If you looked at all the charts we posted over the weekend you would have come away understanding our opinions in almost each case.
1. Stocks and indices are just beginning to show the first traces of what might eventually become a change in market trend.
2. Stocks and indices are for the most part trading at the higher end of the trading ranges established after last Autumn's melt down.
3. Most stocks and indices are currently overbought and currently vulnerable to some kind of correction.
We'll learn quite a bit on how the market responds over the next several weeks. Seemingly on cue, stocks sold off on average at around a 3% clip yesterday and followed through with that decline at today's open. But then the buyers came in with stocks stronger in the last hour of trading. In essence stocks retraced their losses from yesterday but did not for the most part erase the gap from yesterday's open. Meaning that stocks are still trading at levels where they opened Monday morning but have rallied back up through the past two day's lows.
If this pullback is the beginning of something more sustaining on the upside, then stocks should only retrace a portion of the last six week's rally. Anything beyond the markets retracing about 1/2 of its recent gains would suggest that what we have been experiencing is nothing more than a bear market rally. That's why the next couple of weeks could be important in trying to figure out where we are in terms of overall market structure. It will be important to see if any further correction is orderly and controlled or if market participants panic leading to a more volatile sell-off.
There is an old market saw that the market teaches you a lesson time after time until you learn it; then it changes the lesson. As the market has moved up in these last few weeks we have felt it prudent in appropriate accounts to take just a small amount of certain positions off the table. In most of our accounts this has simply meant in going from absurdly low levels of cash to just low levels of cash. This is cash we would like to redeploy if we do get some sort of correction. If stocks continue to rally we have in appropriate accounts a sufficient amount of exposure in order to participate in any further advance.

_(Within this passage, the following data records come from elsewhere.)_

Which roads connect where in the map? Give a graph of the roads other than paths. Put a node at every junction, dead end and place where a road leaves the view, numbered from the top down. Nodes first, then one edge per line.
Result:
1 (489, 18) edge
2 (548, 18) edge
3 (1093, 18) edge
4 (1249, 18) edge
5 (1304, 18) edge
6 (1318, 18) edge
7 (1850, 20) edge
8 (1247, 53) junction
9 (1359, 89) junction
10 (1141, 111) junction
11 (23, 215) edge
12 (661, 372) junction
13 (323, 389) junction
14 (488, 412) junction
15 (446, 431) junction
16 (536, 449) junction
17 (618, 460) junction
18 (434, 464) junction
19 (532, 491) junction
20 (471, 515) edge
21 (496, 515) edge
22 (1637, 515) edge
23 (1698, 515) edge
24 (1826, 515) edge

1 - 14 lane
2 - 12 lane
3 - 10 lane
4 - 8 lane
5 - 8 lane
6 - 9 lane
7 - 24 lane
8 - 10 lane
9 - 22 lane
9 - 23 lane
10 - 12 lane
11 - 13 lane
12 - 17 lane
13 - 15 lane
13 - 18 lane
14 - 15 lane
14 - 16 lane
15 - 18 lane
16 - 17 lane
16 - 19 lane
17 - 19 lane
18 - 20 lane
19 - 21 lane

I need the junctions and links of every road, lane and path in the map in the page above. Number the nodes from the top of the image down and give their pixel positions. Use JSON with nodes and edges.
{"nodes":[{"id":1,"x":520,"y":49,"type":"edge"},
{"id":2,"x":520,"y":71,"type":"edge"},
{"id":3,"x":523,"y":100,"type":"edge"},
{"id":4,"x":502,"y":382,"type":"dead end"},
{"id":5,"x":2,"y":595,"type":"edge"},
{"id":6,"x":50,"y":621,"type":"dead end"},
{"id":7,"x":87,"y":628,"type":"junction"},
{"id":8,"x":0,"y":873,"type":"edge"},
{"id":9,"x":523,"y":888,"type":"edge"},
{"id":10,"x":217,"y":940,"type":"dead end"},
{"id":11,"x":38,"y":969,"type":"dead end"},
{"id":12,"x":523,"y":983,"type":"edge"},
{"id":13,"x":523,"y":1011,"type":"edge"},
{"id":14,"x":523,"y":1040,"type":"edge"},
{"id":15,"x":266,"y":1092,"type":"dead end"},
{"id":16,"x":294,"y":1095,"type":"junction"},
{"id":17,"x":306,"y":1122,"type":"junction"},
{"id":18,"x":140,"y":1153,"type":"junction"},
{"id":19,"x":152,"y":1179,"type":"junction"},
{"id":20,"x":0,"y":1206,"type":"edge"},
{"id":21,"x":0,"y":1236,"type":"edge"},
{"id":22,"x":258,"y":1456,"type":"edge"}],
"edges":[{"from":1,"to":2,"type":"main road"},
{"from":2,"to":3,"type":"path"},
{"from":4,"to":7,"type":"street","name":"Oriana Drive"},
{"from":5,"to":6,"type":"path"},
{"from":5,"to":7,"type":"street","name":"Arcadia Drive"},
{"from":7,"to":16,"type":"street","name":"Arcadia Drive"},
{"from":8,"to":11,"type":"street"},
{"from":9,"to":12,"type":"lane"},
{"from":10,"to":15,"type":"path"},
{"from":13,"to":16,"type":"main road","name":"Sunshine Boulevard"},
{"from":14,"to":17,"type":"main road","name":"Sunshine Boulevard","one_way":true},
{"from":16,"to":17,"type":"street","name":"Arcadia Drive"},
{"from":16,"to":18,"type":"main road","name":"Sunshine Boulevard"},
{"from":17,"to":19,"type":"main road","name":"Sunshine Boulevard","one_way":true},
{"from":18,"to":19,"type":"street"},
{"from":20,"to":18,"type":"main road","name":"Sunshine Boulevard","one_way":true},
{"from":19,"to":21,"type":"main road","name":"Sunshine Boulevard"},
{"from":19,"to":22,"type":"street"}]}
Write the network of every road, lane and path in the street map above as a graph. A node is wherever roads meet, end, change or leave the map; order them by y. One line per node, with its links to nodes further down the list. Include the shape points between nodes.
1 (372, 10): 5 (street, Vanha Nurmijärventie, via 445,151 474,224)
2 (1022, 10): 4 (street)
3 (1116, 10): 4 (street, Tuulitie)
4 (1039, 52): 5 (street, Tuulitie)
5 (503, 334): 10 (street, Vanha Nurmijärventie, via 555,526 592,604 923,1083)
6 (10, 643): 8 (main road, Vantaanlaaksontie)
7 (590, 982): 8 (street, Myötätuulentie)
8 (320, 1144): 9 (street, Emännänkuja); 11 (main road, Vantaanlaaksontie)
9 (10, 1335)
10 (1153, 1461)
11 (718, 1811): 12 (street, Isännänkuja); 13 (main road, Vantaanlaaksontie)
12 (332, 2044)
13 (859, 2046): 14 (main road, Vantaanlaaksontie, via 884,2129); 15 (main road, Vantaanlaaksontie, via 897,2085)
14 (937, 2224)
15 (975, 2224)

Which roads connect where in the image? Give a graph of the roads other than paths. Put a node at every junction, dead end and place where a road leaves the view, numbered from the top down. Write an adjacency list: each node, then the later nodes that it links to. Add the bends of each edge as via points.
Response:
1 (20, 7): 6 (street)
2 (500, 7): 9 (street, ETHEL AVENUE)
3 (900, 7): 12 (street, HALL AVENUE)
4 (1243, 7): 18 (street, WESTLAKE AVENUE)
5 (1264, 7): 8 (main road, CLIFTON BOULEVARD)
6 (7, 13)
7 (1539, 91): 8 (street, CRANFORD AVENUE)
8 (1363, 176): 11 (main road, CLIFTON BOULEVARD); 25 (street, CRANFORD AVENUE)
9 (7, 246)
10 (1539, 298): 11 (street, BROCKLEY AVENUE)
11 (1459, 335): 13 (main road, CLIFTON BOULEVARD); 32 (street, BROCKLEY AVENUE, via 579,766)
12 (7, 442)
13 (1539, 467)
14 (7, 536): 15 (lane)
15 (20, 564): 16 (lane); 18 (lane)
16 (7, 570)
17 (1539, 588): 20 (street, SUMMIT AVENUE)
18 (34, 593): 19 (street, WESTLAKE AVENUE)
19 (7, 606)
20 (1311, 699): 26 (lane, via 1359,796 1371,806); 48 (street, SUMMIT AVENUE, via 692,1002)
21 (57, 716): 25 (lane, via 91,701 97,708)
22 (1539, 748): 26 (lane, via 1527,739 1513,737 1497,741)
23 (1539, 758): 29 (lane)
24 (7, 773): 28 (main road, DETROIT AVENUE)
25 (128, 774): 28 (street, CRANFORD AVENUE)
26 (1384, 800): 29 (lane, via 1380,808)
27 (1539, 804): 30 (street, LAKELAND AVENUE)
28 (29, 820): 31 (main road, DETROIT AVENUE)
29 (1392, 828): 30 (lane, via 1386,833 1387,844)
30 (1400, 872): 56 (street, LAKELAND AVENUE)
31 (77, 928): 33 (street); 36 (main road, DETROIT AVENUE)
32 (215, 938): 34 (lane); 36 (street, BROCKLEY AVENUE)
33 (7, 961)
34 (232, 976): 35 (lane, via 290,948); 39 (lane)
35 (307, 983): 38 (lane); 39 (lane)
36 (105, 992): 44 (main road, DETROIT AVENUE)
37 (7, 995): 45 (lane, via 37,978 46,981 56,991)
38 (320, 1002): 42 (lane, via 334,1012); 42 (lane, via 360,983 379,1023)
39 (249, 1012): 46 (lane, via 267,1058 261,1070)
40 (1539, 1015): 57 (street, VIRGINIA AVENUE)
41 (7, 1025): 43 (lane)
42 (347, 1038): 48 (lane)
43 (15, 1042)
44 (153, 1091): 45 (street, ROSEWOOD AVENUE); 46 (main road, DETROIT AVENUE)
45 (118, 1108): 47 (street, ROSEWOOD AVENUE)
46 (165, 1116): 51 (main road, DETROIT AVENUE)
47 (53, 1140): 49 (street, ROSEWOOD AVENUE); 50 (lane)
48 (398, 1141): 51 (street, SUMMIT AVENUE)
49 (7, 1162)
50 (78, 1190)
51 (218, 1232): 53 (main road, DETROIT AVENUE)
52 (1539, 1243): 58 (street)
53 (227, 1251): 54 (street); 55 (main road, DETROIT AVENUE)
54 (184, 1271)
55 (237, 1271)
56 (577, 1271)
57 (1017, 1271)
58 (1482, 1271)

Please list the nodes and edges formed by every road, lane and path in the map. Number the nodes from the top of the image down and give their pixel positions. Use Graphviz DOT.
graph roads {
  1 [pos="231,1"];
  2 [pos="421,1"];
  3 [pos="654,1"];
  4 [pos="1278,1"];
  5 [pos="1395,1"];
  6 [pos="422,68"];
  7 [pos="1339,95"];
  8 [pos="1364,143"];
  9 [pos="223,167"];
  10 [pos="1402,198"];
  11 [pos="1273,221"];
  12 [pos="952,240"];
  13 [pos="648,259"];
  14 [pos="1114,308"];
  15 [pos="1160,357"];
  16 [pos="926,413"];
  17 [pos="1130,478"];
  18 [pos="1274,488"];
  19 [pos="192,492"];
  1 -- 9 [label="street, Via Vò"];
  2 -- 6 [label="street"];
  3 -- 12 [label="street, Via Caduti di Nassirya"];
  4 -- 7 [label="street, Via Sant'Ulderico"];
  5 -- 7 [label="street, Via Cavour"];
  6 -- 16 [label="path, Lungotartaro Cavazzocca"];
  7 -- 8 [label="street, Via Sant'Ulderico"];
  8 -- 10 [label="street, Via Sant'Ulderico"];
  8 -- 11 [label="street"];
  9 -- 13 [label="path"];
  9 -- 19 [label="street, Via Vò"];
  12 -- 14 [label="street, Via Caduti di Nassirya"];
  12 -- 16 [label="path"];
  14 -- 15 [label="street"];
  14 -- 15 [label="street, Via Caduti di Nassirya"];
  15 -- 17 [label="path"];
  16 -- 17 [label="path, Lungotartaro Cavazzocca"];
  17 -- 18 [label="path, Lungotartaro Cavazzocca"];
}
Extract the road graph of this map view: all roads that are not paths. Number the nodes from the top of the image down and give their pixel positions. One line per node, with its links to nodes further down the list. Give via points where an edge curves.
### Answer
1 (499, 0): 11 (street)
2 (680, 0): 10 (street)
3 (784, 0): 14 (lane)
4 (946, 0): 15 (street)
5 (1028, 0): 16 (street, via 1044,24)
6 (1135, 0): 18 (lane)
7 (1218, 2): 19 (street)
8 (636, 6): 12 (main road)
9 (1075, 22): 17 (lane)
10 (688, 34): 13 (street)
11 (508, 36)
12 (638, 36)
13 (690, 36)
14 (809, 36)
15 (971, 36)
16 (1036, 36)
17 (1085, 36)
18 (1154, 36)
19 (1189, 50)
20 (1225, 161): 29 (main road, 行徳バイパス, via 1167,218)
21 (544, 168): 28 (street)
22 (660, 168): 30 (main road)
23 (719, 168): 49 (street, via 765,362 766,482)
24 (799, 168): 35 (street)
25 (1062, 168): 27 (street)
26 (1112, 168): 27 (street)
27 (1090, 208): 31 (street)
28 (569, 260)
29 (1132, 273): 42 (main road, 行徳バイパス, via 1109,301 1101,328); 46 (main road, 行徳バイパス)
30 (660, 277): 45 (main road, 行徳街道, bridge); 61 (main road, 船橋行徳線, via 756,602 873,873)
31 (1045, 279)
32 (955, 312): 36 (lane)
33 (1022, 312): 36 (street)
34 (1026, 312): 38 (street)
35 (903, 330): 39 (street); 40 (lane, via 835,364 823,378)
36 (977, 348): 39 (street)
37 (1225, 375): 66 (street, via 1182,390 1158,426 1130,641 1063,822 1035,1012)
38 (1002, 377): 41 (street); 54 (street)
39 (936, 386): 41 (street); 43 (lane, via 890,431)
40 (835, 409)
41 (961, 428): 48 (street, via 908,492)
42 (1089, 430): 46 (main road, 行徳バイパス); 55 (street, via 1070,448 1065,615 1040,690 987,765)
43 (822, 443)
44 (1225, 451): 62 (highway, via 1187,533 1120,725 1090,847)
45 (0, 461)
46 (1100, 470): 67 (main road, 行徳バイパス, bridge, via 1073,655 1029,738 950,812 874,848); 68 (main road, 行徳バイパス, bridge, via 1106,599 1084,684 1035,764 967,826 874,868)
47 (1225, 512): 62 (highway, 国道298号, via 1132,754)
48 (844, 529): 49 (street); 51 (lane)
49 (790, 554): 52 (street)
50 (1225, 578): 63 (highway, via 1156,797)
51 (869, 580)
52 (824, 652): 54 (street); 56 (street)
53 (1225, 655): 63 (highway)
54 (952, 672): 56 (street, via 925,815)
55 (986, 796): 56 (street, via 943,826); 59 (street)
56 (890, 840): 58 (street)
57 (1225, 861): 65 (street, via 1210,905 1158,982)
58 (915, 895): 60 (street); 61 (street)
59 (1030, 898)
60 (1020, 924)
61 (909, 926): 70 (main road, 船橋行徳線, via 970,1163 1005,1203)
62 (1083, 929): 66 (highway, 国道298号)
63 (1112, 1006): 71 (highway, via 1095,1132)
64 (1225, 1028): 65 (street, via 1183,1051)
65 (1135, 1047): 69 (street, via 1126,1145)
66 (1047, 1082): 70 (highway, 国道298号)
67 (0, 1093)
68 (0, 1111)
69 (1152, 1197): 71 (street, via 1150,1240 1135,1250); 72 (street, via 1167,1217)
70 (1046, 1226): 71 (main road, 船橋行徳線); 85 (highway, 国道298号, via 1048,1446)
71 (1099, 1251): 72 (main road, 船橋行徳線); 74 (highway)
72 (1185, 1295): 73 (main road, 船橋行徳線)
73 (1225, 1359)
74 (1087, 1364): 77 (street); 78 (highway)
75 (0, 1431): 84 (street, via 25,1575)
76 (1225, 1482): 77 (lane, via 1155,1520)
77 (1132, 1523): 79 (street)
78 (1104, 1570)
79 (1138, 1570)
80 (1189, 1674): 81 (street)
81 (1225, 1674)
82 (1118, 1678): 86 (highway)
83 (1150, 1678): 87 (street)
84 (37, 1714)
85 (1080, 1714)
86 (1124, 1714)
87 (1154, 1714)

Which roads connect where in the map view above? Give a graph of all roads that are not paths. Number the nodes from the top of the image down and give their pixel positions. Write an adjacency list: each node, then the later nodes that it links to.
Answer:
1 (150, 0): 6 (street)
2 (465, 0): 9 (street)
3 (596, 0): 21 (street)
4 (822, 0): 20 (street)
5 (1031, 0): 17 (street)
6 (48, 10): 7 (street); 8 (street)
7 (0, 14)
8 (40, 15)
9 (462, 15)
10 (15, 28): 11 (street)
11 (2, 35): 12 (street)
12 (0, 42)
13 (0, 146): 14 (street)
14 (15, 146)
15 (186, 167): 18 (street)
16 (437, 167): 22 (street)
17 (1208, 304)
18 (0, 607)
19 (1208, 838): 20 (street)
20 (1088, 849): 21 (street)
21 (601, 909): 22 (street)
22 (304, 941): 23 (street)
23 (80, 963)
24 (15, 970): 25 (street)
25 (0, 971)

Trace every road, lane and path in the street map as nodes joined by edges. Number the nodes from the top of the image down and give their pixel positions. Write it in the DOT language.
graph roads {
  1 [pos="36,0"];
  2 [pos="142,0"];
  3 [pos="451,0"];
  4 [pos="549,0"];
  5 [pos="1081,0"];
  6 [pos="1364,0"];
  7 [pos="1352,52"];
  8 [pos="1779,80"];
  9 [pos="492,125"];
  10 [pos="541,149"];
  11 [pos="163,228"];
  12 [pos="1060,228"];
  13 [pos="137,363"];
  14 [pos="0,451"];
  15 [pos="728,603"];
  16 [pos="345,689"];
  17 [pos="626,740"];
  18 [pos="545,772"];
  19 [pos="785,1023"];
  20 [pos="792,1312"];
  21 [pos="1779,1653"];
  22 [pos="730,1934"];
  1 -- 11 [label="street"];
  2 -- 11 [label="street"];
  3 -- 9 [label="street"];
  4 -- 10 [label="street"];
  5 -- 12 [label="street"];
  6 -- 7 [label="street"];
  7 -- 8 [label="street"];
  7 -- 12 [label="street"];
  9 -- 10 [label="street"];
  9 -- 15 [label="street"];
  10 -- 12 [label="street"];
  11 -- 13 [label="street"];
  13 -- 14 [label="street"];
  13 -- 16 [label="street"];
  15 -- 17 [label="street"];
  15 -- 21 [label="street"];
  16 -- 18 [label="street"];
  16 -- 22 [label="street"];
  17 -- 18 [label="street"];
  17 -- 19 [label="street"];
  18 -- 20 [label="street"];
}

But stocks have rallied from each correction in the past month making sellers at least in the short run leave some money on the table. Again where we have done this it has been very small amounts and has been meant to lower our risk exposure. The point though is that buyers are becoming conditioned to buy market dips. At some point that strategy will not work and buyers will not be rewarded for taking on these trades. The market's actions these next several weeks could tell us when this might be.